For the specific x, as already mentioned, the list comprehension would do the trick, assuming that x equals 3, one would write the following:
generate y = [[a,b,c] | a<-[1..y], b<-[1..y], c <-[1..y]]
But life gets much more complicated when x is not predetermined. I don't have much experience of programming in Haskell, I'm not acquainted with library functions and my approach is far from being the most efficient solution, so don't judge it too harshly.
My solution consists of two functions:
strip [] = []
strip (h:t) = h ++ strip t
populate y 2 = strip( map (\a-> map (:a:[]) [1..y]) [1..y])
populate y x = strip( map (\a-> map (:a) [1..y]) ( populate y ( x - 1) ))
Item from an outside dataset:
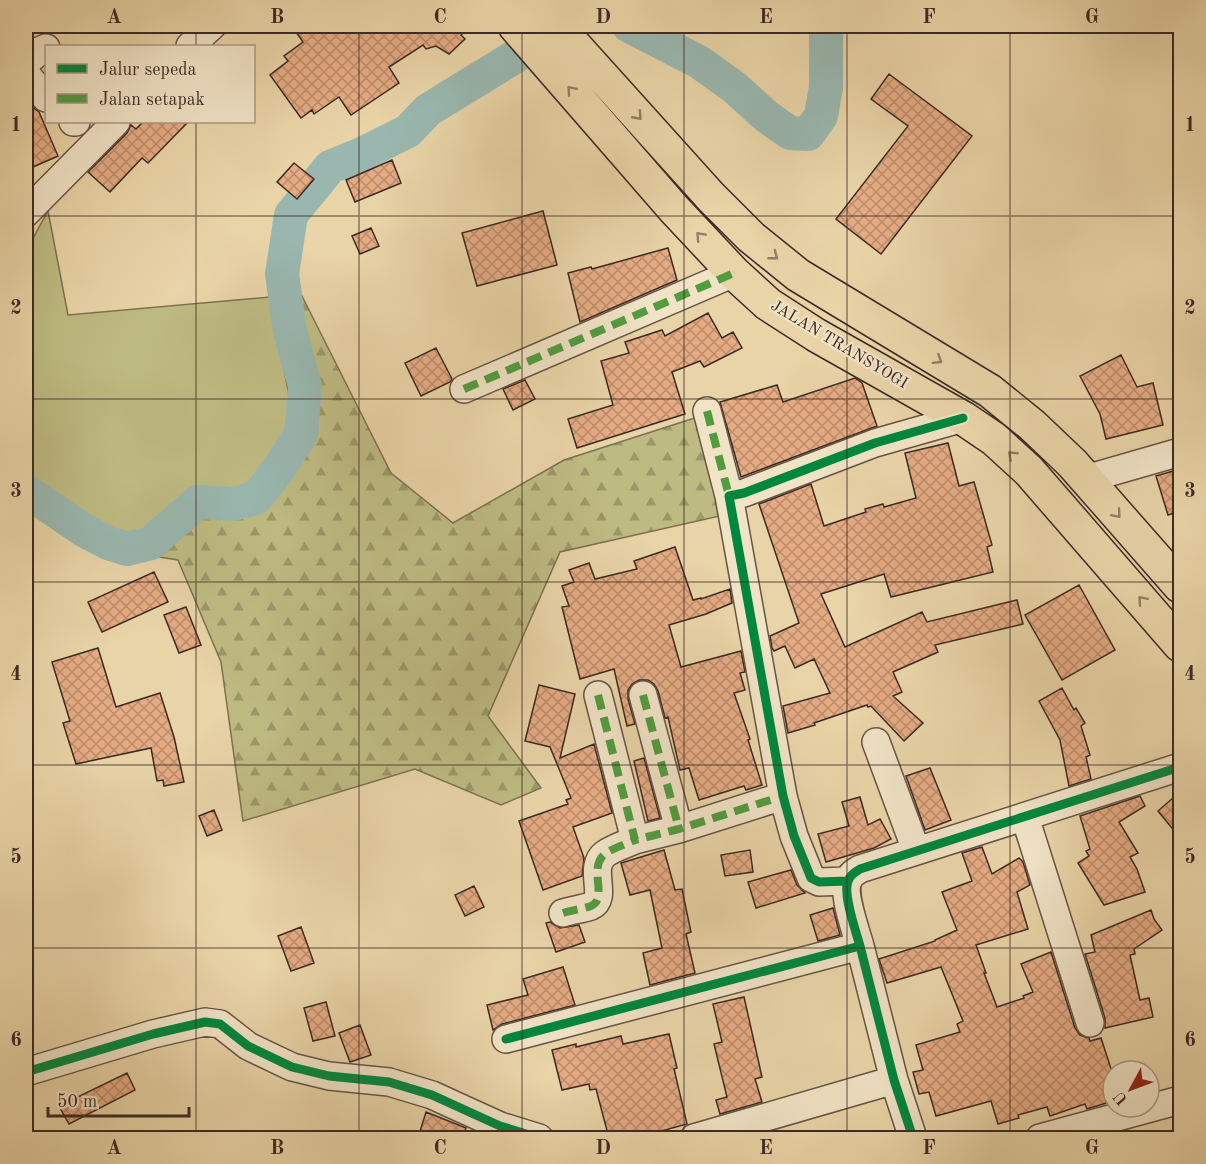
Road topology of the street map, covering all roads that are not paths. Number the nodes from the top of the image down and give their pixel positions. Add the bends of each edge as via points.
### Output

strip is defined for the nested lists. By merging the list-items it reduces the hierarchy so to speak. For example calling
strip [[1],[2],[3]]
generates the output:
[1,2,3]
populate is the tricky one.
On the last step of the recursion, when the second argument equals to 2, the function maps each item of [1..y] with every element of the same list into a new list. For example
map (\a-> map (:a:[]) [1..2]) [1..2])
generates the output:
[[[1,1],[2,1]],[[1,2],[2,2]]]
and the strip function turns it into:
[[1,1],[2,1],[1,2],[2,2]]
As for the initial step of the recursion, when x is more than 2, populate does almost the same thing except this time it maps the items of the list with the list generated by the recursive call. And Finally:
populate 2 3
gives us the desired result:
[[1,1,1],[2,1,1],[1,2,1],[2,2,1],[1,1,2],[2,1,2],[1,2,2],[2,2,2]]
As I mentioned above, this approach is neither the most efficient nor the most readable one, but I think it solves the problem. In fact, theoritically the only way of solving this without the heavy usage of recursion would be building the string with list comprehension statement in it and than compiling that string dynamically, which, according to my short experience, as a programmer, is never a good solution.